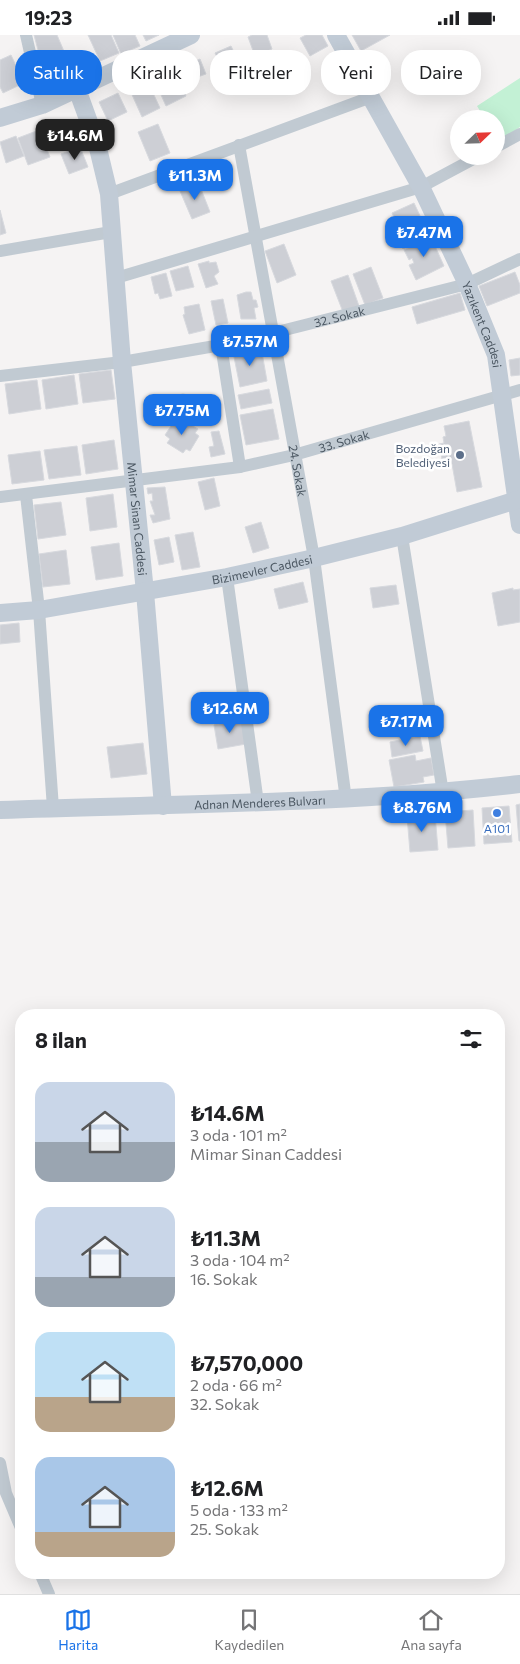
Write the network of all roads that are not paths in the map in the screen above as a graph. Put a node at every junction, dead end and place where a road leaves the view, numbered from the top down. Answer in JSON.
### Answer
{"nodes":[{"id":1,"x":26,"y":35,"type":"edge"},
{"id":2,"x":190,"y":35,"type":"edge"},
{"id":3,"x":336,"y":35,"type":"edge"},
{"id":4,"x":102,"y":77,"type":"edge"},
{"id":5,"x":64,"y":95,"type":"edge"},
{"id":6,"x":79,"y":95,"type":"edge"},
{"id":7,"x":371,"y":97,"type":"junction"},
{"id":8,"x":42,"y":105,"type":"junction"},
{"id":9,"x":0,"y":118,"type":"edge"},
{"id":10,"x":520,"y":134,"type":"edge"},
{"id":11,"x":505,"y":142,"type":"edge"},
{"id":12,"x":239,"y":145,"type":"junction"},
{"id":13,"x":462,"y":165,"type":"edge"},
{"id":14,"x":421,"y":187,"type":"junction"},
{"id":15,"x":109,"y":194,"type":"junction"},
{"id":16,"x":111,"y":231,"type":"junction"},
{"id":17,"x":257,"y":237,"type":"junction"},
{"id":18,"x":0,"y":251,"type":"edge"},
{"id":19,"x":520,"y":259,"type":"edge"},
{"id":20,"x":116,"y":278,"type":"junction"},
{"id":21,"x":467,"y":284,"type":"junction"},
{"id":22,"x":273,"y":333,"type":"junction"},
{"id":23,"x":221,"y":345,"type":"junction"},
{"id":24,"x":122,"y":362,"type":"junction"},
{"id":25,"x":0,"y":377,"type":"edge"},
{"id":26,"x":520,"y":390,"type":"edge"},
{"id":27,"x":503,"y":394,"type":"junction"},
{"id":28,"x":294,"y":455,"type":"junction"},
{"id":29,"x":240,"y":467,"type":"junction"},
{"id":30,"x":133,"y":482,"type":"junction"},
{"id":31,"x":26,"y":495,"type":"junction"},
{"id":32,"x":0,"y":497,"type":"edge"},
{"id":33,"x":518,"y":499,"type":"edge"},
{"id":34,"x":520,"y":525,"type":"edge"},
{"id":35,"x":402,"y":536,"type":"junction"},
{"id":36,"x":314,"y":558,"type":"junction"},
{"id":37,"x":227,"y":577,"type":"junction"},
{"id":38,"x":145,"y":592,"type":"junction"},
{"id":39,"x":39,"y":610,"type":"junction"},
{"id":40,"x":0,"y":613,"type":"edge"},
{"id":41,"x":520,"y":784,"type":"edge"},
{"id":42,"x":443,"y":793,"type":"junction"},
{"id":43,"x":346,"y":800,"type":"junction"},
{"id":44,"x":258,"y":803,"type":"junction"},
{"id":45,"x":163,"y":806,"type":"junction"},
{"id":46,"x":53,"y":808,"type":"junction"},
{"id":47,"x":0,"y":810,"type":"edge"},
{"id":48,"x":0,"y":1463,"type":"edge"},
{"id":49,"x":15,"y":1514,"type":"edge"},
{"id":50,"x":43,"y":1579,"type":"edge"},
{"id":51,"x":49,"y":1594,"type":"edge"}],
"edges":[{"from":1,"to":8,"type":"street"},
{"from":2,"to":4,"type":"street"},
{"from":3,"to":7,"type":"street","name":"Yazıkent Caddesi"},
{"from":5,"to":8,"type":"street"},
{"from":6,"to":15,"type":"street","name":"Mimar Sinan Caddesi"},
{"from":7,"to":12,"type":"street"},
{"from":7,"to":14,"type":"street","name":"Yazıkent Caddesi"},
{"from":8,"to":9,"type":"street"},
{"from":10,"to":11,"type":"street"},
{"from":12,"to":15,"type":"street"},
{"from":12,"to":17,"type":"street","name":"24. Sokak"},
{"from":13,"to":14,"type":"street"},
{"from":14,"to":17,"type":"street"},
{"from":14,"to":21,"type":"street","name":"Yazıkent Caddesi"},
{"from":15,"to":16,"type":"street","name":"Mimar Sinan Caddesi"},
{"from":16,"to":18,"type":"street"},
{"from":16,"to":20,"type":"street","name":"Mimar Sinan Caddesi"},
{"from":17,"to":20,"type":"street"},
{"from":17,"to":22,"type":"street","name":"24. Sokak"},
{"from":19,"to":21,"type":"street","name":"32. Sokak"},
{"from":20,"to":24,"type":"street","name":"Mimar Sinan Caddesi"},
{"from":21,"to":22,"type":"street","name":"32. Sokak"},
{"from":21,"to":27,"type":"street","name":"Yazıkent Caddesi"},
{"from":22,"to":23,"type":"street","name":"32. Sokak"},
{"from":22,"to":28,"type":"street","name":"24. Sokak"},
{"from":23,"to":24,"type":"street","name":"32. Sokak"},
{"from":23,"to":29,"type":"street"},
{"from":24,"to":25,"type":"street","name":"32. Sokak"},
{"from":24,"to":30,"type":"street","name":"Mimar Sinan Caddesi"},
{"from":26,"to":27,"type":"street","name":"33. Sokak"},
{"from":27,"to":28,"type":"street","name":"33. Sokak"},
{"from":27,"to":33,"type":"street","name":"Yazıkent Caddesi"},
{"from":28,"to":29,"type":"street","name":"33. Sokak"},
{"from":28,"to":36,"type":"street","name":"24. Sokak"},
{"from":29,"to":30,"type":"street","name":"33. Sokak"},
{"from":30,"to":31,"type":"street","name":"33. Sokak"},
{"from":30,"to":38,"type":"street","name":"Mimar Sinan Caddesi"},
{"from":31,"to":32,"type":"street","name":"33. Sokak"},
{"from":31,"to":39,"type":"street"},
{"from":33,"to":34,"type":"street","name":"Yazıkent Caddesi"},
{"from":33,"to":35,"type":"street","name":"Bizimevler Caddesi"},
{"from":35,"to":36,"type":"street","name":"Bizimevler Caddesi"},
{"from":35,"to":42,"type":"street"},
{"from":36,"to":37,"type":"street","name":"Bizimevler Caddesi"},
{"from":36,"to":43,"type":"street","name":"24. Sokak"},
{"from":37,"to":38,"type":"street","name":"Bizimevler Caddesi"},
{"from":37,"to":44,"type":"street"},
{"from":38,"to":39,"type":"street","name":"Bizimevler Caddesi"},
{"from":38,"to":45,"type":"street","name":"Mimar Sinan Caddesi"},
{"from":39,"to":40,"type":"street","name":"Bizimevler Caddesi"},
{"from":39,"to":46,"type":"street"},
{"from":41,"to":42,"type":"street","name":"Adnan Menderes Bulvarı"},
{"from":42,"to":43,"type":"street","name":"Adnan Menderes Bulvarı"},
{"from":43,"to":44,"type":"street","name":"Adnan Menderes Bulvarı"},
{"from":44,"to":45,"type":"street","name":"Adnan Menderes Bulvarı"},
{"from":45,"to":46,"type":"street","name":"Adnan Menderes Bulvarı"},
{"from":46,"to":47,"type":"street","name":"Adnan Menderes Bulvarı"},
{"from":48,"to":49,"type":"street"},
{"from":50,"to":51,"type":"street"}]}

▶ _Try it_
What lines in the listing above contain the word "Answer"? Show each one.

▶ _Written reply_
Write the network of all roads that are not paths in the map in the screen above as a graph. Put a node at every junction, dead end and place where a road leaves the view, numbered from the top down. Answer in JSON.
### Answer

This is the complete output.